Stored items

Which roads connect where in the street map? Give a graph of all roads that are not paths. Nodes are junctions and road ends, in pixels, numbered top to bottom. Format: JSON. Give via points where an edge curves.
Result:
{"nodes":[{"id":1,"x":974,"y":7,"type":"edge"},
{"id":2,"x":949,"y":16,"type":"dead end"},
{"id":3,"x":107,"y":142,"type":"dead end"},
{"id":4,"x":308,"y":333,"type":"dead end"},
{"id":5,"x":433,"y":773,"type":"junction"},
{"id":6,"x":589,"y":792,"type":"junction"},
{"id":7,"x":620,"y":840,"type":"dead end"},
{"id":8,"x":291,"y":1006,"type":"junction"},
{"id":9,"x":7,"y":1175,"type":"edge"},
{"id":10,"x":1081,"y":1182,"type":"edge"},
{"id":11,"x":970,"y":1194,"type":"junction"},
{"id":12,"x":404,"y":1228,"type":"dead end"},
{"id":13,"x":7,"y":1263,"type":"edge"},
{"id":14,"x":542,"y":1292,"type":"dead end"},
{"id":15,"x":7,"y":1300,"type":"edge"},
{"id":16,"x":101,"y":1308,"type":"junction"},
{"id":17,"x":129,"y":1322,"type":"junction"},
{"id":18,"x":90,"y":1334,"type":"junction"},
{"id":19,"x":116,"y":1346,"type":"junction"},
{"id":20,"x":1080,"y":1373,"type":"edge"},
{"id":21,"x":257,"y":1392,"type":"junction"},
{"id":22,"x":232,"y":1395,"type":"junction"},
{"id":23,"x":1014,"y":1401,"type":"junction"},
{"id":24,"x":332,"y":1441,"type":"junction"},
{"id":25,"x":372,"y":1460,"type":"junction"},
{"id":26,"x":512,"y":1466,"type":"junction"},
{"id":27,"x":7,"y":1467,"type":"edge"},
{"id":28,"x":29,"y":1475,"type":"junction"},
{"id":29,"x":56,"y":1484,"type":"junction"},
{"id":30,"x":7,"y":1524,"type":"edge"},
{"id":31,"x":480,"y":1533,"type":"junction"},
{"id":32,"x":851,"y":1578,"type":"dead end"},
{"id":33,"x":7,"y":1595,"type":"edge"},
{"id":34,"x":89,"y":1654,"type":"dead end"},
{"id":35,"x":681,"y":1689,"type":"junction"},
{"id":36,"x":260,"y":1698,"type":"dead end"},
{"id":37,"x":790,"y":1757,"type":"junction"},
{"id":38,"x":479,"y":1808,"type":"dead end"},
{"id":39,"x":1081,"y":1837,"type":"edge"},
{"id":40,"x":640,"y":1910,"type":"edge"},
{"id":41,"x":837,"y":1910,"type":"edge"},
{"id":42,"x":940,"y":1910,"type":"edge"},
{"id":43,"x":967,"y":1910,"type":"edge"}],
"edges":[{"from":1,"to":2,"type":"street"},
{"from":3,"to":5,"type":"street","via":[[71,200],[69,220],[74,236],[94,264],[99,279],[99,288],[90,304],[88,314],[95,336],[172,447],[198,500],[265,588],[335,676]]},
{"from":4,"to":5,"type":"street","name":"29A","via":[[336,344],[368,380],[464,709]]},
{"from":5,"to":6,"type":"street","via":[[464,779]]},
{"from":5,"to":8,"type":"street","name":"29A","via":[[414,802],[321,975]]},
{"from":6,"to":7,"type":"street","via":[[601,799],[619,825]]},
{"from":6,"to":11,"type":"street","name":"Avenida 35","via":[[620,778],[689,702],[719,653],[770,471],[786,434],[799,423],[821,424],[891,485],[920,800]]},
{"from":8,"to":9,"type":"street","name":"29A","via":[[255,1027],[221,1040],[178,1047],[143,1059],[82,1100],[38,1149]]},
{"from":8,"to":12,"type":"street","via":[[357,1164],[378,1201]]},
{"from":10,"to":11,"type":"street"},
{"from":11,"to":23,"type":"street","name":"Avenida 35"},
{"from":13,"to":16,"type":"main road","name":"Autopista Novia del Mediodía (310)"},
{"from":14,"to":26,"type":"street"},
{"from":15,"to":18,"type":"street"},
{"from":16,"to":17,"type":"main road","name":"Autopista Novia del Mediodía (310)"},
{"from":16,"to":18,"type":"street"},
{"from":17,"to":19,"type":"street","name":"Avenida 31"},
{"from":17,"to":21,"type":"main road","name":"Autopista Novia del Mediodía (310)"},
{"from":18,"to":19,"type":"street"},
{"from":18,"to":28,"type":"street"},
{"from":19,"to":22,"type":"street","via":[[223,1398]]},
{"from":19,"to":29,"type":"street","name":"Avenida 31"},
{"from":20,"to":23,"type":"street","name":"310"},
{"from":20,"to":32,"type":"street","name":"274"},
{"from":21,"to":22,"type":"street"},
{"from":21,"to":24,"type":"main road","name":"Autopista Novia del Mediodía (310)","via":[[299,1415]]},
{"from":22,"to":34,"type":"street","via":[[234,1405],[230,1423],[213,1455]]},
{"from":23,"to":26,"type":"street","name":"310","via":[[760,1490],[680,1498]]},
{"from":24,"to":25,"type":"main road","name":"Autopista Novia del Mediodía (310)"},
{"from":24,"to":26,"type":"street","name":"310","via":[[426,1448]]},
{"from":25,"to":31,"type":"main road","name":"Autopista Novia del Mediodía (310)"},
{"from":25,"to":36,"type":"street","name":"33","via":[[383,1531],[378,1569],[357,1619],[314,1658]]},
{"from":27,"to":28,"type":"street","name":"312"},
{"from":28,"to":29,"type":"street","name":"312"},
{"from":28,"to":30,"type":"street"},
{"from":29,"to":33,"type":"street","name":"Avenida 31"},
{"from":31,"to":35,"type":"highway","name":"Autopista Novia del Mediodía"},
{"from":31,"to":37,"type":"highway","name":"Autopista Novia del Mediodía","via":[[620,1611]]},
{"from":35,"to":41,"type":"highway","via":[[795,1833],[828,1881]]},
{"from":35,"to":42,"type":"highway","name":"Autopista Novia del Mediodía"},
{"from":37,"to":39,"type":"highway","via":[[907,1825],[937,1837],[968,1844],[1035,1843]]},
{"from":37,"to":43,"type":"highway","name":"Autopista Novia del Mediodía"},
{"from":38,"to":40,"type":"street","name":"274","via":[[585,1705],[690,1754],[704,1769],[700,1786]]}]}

_REQUIREMENT_:
All of the entries above are to be printed again exactly.

_SOLUTION FOR THIS EXERCISE_:
Which roads connect where in the street map? Give a graph of all roads that are not paths. Nodes are junctions and road ends, in pixels, numbered top to bottom. Format: JSON. Give via points where an edge curves.
Result:
{"nodes":[{"id":1,"x":974,"y":7,"type":"edge"},
{"id":2,"x":949,"y":16,"type":"dead end"},
{"id":3,"x":107,"y":142,"type":"dead end"},
{"id":4,"x":308,"y":333,"type":"dead end"},
{"id":5,"x":433,"y":773,"type":"junction"},
{"id":6,"x":589,"y":792,"type":"junction"},
{"id":7,"x":620,"y":840,"type":"dead end"},
{"id":8,"x":291,"y":1006,"type":"junction"},
{"id":9,"x":7,"y":1175,"type":"edge"},
{"id":10,"x":1081,"y":1182,"type":"edge"},
{"id":11,"x":970,"y":1194,"type":"junction"},
{"id":12,"x":404,"y":1228,"type":"dead end"},
{"id":13,"x":7,"y":1263,"type":"edge"},
{"id":14,"x":542,"y":1292,"type":"dead end"},
{"id":15,"x":7,"y":1300,"type":"edge"},
{"id":16,"x":101,"y":1308,"type":"junction"},
{"id":17,"x":129,"y":1322,"type":"junction"},
{"id":18,"x":90,"y":1334,"type":"junction"},
{"id":19,"x":116,"y":1346,"type":"junction"},
{"id":20,"x":1080,"y":1373,"type":"edge"},
{"id":21,"x":257,"y":1392,"type":"junction"},
{"id":22,"x":232,"y":1395,"type":"junction"},
{"id":23,"x":1014,"y":1401,"type":"junction"},
{"id":24,"x":332,"y":1441,"type":"junction"},
{"id":25,"x":372,"y":1460,"type":"junction"},
{"id":26,"x":512,"y":1466,"type":"junction"},
{"id":27,"x":7,"y":1467,"type":"edge"},
{"id":28,"x":29,"y":1475,"type":"junction"},
{"id":29,"x":56,"y":1484,"type":"junction"},
{"id":30,"x":7,"y":1524,"type":"edge"},
{"id":31,"x":480,"y":1533,"type":"junction"},
{"id":32,"x":851,"y":1578,"type":"dead end"},
{"id":33,"x":7,"y":1595,"type":"edge"},
{"id":34,"x":89,"y":1654,"type":"dead end"},
{"id":35,"x":681,"y":1689,"type":"junction"},
{"id":36,"x":260,"y":1698,"type":"dead end"},
{"id":37,"x":790,"y":1757,"type":"junction"},
{"id":38,"x":479,"y":1808,"type":"dead end"},
{"id":39,"x":1081,"y":1837,"type":"edge"},
{"id":40,"x":640,"y":1910,"type":"edge"},
{"id":41,"x":837,"y":1910,"type":"edge"},
{"id":42,"x":940,"y":1910,"type":"edge"},
{"id":43,"x":967,"y":1910,"type":"edge"}],
"edges":[{"from":1,"to":2,"type":"street"},
{"from":3,"to":5,"type":"street","via":[[71,200],[69,220],[74,236],[94,264],[99,279],[99,288],[90,304],[88,314],[95,336],[172,447],[198,500],[265,588],[335,676]]},
{"from":4,"to":5,"type":"street","name":"29A","via":[[336,344],[368,380],[464,709]]},
{"from":5,"to":6,"type":"street","via":[[464,779]]},
{"from":5,"to":8,"type":"street","name":"29A","via":[[414,802],[321,975]]},
{"from":6,"to":7,"type":"street","via":[[601,799],[619,825]]},
{"from":6,"to":11,"type":"street","name":"Avenida 35","via":[[620,778],[689,702],[719,653],[770,471],[786,434],[799,423],[821,424],[891,485],[920,800]]},
{"from":8,"to":9,"type":"street","name":"29A","via":[[255,1027],[221,1040],[178,1047],[143,1059],[82,1100],[38,1149]]},
{"from":8,"to":12,"type":"street","via":[[357,1164],[378,1201]]},
{"from":10,"to":11,"type":"street"},
{"from":11,"to":23,"type":"street","name":"Avenida 35"},
{"from":13,"to":16,"type":"main road","name":"Autopista Novia del Mediodía (310)"},
{"from":14,"to":26,"type":"street"},
{"from":15,"to":18,"type":"street"},
{"from":16,"to":17,"type":"main road","name":"Autopista Novia del Mediodía (310)"},
{"from":16,"to":18,"type":"street"},
{"from":17,"to":19,"type":"street","name":"Avenida 31"},
{"from":17,"to":21,"type":"main road","name":"Autopista Novia del Mediodía (310)"},
{"from":18,"to":19,"type":"street"},
{"from":18,"to":28,"type":"street"},
{"from":19,"to":22,"type":"street","via":[[223,1398]]},
{"from":19,"to":29,"type":"street","name":"Avenida 31"},
{"from":20,"to":23,"type":"street","name":"310"},
{"from":20,"to":32,"type":"street","name":"274"},
{"from":21,"to":22,"type":"street"},
{"from":21,"to":24,"type":"main road","name":"Autopista Novia del Mediodía (310)","via":[[299,1415]]},
{"from":22,"to":34,"type":"street","via":[[234,1405],[230,1423],[213,1455]]},
{"from":23,"to":26,"type":"street","name":"310","via":[[760,1490],[680,1498]]},
{"from":24,"to":25,"type":"main road","name":"Autopista Novia del Mediodía (310)"},
{"from":24,"to":26,"type":"street","name":"310","via":[[426,1448]]},
{"from":25,"to":31,"type":"main road","name":"Autopista Novia del Mediodía (310)"},
{"from":25,"to":36,"type":"street","name":"33","via":[[383,1531],[378,1569],[357,1619],[314,1658]]},
{"from":27,"to":28,"type":"street","name":"312"},
{"from":28,"to":29,"type":"street","name":"312"},
{"from":28,"to":30,"type":"street"},
{"from":29,"to":33,"type":"street","name":"Avenida 31"},
{"from":31,"to":35,"type":"highway","name":"Autopista Novia del Mediodía"},
{"from":31,"to":37,"type":"highway","name":"Autopista Novia del Mediodía","via":[[620,1611]]},
{"from":35,"to":41,"type":"highway","via":[[795,1833],[828,1881]]},
{"from":35,"to":42,"type":"highway","name":"Autopista Novia del Mediodía"},
{"from":37,"to":39,"type":"highway","via":[[907,1825],[937,1837],[968,1844],[1035,1843]]},
{"from":37,"to":43,"type":"highway","name":"Autopista Novia del Mediodía"},
{"from":38,"to":40,"type":"street","name":"274","via":[[585,1705],[690,1754],[704,1769],[700,1786]]}]}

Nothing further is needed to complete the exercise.